Principles of the readout electronics[edit]

See figure [Principles of readout electronics]. The bolometer is biased by a square wave AC current obtained by the differentiation of a triangular voltage through a load capacitance, in a completely differential architecture. The presence of the stray capacitance due to losses of charge in the wiring requires a correction of the shape of the square bias current by a transient voltage. Thus the bias voltage generation is controlled by the two parameters I-bias and T-bias that express the amplitude of the triangular and transient voltage. The compensation voltage added to the bolometric signal to optimize the dynamic of the chain is controlled by the V-bal parameter.

Parameters of the Readout Unit can be set to optimize the detectors performance.

The modulation frequency of the AC bias system, fmod of the square bias current can be tuned from 70 Hz to 112 Hz by the telecommand parameters: Nsample, which defines the number of samples per half period of modulated signal, fdiv which determines the sampling frequency of the ADC.

The optimal frequencies are around 90 Hz.

Each channel has its own settings for the following parameters: I-bias, amplitude of the triangular bias voltage;

T-bias, amplitude of the transient bias voltage;

V-bal, amplitude of the square compensation voltage;

G-amp, value of the programmable gain of the REU [1/3, 1, 3, 7.6];

N-blank, number of blanked samples at the beginning of halfperiod not taken into account during integration of the signal;

S-phase, phase shift when computing the integrated signal.

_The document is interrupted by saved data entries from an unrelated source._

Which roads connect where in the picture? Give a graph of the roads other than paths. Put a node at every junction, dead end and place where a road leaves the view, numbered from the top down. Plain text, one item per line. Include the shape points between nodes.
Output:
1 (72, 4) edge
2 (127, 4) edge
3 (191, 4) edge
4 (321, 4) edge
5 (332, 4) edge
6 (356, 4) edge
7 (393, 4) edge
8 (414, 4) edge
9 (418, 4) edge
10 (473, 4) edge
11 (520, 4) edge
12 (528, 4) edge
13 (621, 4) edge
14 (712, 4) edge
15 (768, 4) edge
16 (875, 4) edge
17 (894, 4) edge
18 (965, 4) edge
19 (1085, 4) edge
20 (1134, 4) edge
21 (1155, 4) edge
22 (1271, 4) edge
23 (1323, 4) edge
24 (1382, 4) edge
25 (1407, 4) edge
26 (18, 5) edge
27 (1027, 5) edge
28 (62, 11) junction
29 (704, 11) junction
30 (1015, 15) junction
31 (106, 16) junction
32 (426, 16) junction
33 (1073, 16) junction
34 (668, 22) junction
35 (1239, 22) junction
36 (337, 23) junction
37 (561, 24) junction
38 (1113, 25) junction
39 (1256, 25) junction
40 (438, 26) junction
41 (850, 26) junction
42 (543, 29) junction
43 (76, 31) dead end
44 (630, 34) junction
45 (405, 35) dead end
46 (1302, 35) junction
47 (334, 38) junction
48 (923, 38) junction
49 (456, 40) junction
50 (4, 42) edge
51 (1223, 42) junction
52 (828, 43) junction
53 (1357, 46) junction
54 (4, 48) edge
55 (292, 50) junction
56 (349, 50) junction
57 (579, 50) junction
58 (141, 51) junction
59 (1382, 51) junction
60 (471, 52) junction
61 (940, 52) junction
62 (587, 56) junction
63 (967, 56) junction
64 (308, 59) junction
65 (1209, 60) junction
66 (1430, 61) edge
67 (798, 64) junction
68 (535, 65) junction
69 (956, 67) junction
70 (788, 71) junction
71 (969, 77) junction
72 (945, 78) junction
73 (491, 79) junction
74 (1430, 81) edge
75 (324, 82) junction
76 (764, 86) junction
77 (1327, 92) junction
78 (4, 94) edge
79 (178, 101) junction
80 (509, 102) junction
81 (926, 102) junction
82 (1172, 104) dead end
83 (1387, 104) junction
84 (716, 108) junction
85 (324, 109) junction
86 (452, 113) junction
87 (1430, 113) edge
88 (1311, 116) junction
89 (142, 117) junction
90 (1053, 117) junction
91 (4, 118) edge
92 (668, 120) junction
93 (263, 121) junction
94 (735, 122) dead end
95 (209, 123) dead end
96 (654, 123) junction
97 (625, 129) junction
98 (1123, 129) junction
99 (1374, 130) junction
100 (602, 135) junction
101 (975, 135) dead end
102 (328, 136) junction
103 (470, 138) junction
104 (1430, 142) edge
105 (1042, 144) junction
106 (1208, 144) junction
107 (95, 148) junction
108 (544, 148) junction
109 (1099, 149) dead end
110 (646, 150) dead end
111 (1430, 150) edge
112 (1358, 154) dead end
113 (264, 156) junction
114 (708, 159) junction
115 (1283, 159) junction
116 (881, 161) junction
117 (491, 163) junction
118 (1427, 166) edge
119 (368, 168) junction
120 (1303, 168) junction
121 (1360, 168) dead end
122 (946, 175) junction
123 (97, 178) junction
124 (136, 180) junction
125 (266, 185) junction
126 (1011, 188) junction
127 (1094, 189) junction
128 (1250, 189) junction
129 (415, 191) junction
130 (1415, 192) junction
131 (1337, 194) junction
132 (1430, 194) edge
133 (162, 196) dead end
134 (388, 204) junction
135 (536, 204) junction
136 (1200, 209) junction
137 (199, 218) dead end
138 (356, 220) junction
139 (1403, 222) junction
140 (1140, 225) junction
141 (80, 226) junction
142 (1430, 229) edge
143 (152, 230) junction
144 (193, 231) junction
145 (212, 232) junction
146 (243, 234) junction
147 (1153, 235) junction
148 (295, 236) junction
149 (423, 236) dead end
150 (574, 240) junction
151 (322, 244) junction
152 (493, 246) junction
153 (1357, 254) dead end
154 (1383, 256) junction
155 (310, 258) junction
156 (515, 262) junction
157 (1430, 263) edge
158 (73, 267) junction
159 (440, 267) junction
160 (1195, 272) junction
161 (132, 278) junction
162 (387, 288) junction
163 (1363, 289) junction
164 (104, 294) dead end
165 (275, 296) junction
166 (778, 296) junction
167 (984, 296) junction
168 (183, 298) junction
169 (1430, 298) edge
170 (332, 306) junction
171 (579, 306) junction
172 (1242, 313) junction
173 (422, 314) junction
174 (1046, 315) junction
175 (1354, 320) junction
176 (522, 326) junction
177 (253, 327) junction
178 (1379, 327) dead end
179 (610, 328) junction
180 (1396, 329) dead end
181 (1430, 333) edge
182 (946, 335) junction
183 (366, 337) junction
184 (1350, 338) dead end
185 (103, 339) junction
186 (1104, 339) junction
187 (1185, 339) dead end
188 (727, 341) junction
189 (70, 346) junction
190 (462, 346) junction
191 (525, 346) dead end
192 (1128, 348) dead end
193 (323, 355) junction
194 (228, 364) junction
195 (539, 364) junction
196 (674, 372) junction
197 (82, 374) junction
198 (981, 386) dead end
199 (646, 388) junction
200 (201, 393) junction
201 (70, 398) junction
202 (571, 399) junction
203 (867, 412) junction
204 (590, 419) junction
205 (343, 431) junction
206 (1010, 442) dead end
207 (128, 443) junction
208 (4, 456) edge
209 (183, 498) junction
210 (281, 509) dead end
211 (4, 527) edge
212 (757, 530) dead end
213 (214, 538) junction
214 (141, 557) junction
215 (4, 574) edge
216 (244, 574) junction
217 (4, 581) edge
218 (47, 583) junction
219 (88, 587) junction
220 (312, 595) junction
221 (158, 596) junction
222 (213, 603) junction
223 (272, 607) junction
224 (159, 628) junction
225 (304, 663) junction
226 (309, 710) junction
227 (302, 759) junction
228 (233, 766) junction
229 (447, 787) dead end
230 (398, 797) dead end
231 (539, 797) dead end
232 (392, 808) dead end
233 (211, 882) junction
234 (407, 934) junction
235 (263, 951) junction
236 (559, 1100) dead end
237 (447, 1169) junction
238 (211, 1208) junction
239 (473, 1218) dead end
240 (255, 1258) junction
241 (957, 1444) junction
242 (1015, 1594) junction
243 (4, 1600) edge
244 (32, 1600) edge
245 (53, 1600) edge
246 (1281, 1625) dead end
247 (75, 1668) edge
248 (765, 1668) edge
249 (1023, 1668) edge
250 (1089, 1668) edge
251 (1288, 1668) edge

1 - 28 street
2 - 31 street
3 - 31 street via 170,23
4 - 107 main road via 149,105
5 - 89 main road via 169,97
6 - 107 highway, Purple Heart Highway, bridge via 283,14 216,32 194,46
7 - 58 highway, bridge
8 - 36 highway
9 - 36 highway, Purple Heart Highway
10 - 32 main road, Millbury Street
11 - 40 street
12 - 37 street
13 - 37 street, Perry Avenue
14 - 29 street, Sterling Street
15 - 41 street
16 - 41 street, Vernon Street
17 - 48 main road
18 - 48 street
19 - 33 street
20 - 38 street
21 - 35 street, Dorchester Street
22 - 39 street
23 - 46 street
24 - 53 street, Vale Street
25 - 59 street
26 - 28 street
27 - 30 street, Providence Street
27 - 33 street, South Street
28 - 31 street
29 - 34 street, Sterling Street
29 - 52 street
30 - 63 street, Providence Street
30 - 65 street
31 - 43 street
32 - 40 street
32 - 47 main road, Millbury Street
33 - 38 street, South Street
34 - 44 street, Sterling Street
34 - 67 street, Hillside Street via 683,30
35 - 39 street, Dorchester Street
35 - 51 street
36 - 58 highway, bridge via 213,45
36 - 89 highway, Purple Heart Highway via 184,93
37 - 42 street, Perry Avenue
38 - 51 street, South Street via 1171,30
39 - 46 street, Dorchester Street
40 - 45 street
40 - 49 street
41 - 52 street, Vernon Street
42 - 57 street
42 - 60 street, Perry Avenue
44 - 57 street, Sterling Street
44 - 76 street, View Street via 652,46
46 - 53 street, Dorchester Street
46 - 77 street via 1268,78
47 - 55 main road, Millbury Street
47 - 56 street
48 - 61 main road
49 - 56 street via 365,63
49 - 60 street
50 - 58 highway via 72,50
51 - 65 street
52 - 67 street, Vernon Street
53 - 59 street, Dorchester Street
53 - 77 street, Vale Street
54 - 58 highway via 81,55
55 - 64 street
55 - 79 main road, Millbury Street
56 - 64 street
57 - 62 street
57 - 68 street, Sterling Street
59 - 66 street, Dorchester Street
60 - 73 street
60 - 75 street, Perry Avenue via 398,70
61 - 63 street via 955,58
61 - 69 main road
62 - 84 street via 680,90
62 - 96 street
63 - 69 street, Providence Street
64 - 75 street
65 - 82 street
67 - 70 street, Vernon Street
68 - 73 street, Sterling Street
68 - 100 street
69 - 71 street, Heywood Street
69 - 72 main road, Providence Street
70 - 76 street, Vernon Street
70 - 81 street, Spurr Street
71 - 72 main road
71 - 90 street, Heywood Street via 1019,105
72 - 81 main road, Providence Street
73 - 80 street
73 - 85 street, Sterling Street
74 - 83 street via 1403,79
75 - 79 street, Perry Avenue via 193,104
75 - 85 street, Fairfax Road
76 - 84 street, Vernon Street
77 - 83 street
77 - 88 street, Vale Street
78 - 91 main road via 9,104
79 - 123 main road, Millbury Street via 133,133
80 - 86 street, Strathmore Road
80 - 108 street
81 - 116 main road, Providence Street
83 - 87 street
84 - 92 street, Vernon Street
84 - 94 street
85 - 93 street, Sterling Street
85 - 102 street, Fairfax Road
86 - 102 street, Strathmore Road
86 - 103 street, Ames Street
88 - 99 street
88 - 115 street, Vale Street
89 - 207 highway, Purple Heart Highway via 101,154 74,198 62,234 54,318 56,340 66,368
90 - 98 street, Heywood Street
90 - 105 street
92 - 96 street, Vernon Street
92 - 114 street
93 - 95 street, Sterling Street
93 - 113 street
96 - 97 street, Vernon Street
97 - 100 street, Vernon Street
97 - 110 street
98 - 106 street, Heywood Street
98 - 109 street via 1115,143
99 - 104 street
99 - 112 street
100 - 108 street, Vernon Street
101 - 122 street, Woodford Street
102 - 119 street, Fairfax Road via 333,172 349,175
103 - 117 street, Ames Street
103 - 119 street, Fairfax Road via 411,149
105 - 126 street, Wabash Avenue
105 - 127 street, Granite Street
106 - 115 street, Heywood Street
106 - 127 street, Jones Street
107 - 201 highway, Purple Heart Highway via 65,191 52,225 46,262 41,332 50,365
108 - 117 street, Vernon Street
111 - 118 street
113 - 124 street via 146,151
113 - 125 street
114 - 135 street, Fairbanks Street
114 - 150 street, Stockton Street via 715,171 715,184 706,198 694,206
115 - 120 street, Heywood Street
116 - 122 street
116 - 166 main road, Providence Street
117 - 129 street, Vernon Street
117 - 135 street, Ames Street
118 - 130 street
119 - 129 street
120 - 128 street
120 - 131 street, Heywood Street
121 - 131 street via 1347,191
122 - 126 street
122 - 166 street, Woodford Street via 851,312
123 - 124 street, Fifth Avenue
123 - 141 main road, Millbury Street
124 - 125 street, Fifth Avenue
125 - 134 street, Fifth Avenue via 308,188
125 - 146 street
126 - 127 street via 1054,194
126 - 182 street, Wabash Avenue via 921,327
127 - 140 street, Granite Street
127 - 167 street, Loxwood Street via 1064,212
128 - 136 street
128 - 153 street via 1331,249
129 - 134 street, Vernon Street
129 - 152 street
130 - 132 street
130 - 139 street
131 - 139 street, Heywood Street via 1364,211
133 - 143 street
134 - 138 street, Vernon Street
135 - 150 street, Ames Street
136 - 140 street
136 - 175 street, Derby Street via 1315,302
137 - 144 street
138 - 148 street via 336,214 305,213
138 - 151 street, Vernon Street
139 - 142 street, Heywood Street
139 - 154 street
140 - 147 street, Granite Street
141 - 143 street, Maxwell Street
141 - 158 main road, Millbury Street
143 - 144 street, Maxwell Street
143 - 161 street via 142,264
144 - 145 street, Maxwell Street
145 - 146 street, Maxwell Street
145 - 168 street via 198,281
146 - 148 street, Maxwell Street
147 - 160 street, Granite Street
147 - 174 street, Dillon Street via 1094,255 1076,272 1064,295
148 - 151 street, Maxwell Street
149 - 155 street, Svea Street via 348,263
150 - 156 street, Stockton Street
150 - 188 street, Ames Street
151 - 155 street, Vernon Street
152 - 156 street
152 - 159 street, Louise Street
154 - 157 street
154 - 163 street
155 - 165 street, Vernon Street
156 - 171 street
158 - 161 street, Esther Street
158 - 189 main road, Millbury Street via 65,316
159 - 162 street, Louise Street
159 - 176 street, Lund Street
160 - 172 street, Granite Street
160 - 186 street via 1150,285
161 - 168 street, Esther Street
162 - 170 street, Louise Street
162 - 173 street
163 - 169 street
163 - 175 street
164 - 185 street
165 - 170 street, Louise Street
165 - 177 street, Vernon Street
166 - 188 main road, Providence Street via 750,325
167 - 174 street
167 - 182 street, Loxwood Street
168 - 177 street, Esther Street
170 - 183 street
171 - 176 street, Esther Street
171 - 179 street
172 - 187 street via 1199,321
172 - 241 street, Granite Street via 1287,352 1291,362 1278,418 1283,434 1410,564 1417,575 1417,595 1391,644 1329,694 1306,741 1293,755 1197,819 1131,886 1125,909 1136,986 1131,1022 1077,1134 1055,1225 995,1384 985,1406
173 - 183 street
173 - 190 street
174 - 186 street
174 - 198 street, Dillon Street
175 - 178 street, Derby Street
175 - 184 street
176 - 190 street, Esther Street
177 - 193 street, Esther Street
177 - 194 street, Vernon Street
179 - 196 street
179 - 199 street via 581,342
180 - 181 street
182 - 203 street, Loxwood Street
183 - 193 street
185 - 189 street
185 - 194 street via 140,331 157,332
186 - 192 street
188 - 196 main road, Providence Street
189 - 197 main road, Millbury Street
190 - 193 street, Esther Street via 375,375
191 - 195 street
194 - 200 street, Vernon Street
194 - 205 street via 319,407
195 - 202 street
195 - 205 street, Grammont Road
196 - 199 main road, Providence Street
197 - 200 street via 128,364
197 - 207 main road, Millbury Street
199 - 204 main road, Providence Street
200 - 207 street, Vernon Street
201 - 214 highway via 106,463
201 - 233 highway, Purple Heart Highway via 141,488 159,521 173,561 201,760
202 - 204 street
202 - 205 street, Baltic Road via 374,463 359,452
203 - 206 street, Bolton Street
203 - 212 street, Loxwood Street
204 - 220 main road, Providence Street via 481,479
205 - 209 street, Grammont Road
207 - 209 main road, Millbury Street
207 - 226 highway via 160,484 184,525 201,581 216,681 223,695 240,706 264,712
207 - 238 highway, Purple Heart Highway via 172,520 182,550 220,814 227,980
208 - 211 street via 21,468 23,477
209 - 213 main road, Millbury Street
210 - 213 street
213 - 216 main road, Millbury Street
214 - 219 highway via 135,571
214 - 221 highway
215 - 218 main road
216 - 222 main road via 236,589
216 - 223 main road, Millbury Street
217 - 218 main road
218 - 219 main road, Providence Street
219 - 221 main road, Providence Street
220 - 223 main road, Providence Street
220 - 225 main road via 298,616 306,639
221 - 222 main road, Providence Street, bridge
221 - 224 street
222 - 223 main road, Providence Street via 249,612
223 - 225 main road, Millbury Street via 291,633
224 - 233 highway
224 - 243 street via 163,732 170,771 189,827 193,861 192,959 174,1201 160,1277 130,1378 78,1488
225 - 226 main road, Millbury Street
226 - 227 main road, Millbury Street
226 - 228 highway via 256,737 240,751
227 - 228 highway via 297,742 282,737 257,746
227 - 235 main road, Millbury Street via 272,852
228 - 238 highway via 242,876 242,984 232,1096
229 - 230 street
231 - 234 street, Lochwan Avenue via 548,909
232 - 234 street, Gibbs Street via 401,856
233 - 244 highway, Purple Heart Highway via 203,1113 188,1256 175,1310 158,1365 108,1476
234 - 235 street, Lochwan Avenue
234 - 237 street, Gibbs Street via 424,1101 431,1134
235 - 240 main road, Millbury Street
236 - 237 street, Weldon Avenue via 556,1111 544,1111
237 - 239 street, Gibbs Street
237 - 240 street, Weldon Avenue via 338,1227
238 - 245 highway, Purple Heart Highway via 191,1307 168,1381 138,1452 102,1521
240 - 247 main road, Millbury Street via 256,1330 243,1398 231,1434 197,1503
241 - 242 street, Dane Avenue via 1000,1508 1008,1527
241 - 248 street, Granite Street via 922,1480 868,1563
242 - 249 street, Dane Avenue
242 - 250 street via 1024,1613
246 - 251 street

All these parameters influence the effective response of the detection chains, and were optimized during the calibration campaigns and confirmed during the calibration and performance verification (CPV) phase following the launch of Planck. The scientific signal is provided by the integral of the signal on each half-period, between limits fixed by the S-phase and N-blank parameters.

The interaction of modulated readout electronics with semiconductor bolometers is rather different from that of a classical DC bias readout (Jones 1953). The differences were seen during the calibration of the HFI, although the readout electronics was designed to mimic the operation of a DC biased bolometric system as far as possible. With the AC readout the maximum of responsivity is lower and is obtained for higher bias current in the bolometer with respect to the DC model. This is caused by the stray capacitance in the wiring which has negligible effects for a DC bias and a major effect for an AC bias. In our case, a stray capacitance of 150 pF induces increases of NEP ranging from 4% (857 GHz bolometers) to 10% (100 GHz bolometers) and also affects the HFI time response. Details of the effect of the HFI AC bias system into the time response of the detectors are discussed in the Time Response Section.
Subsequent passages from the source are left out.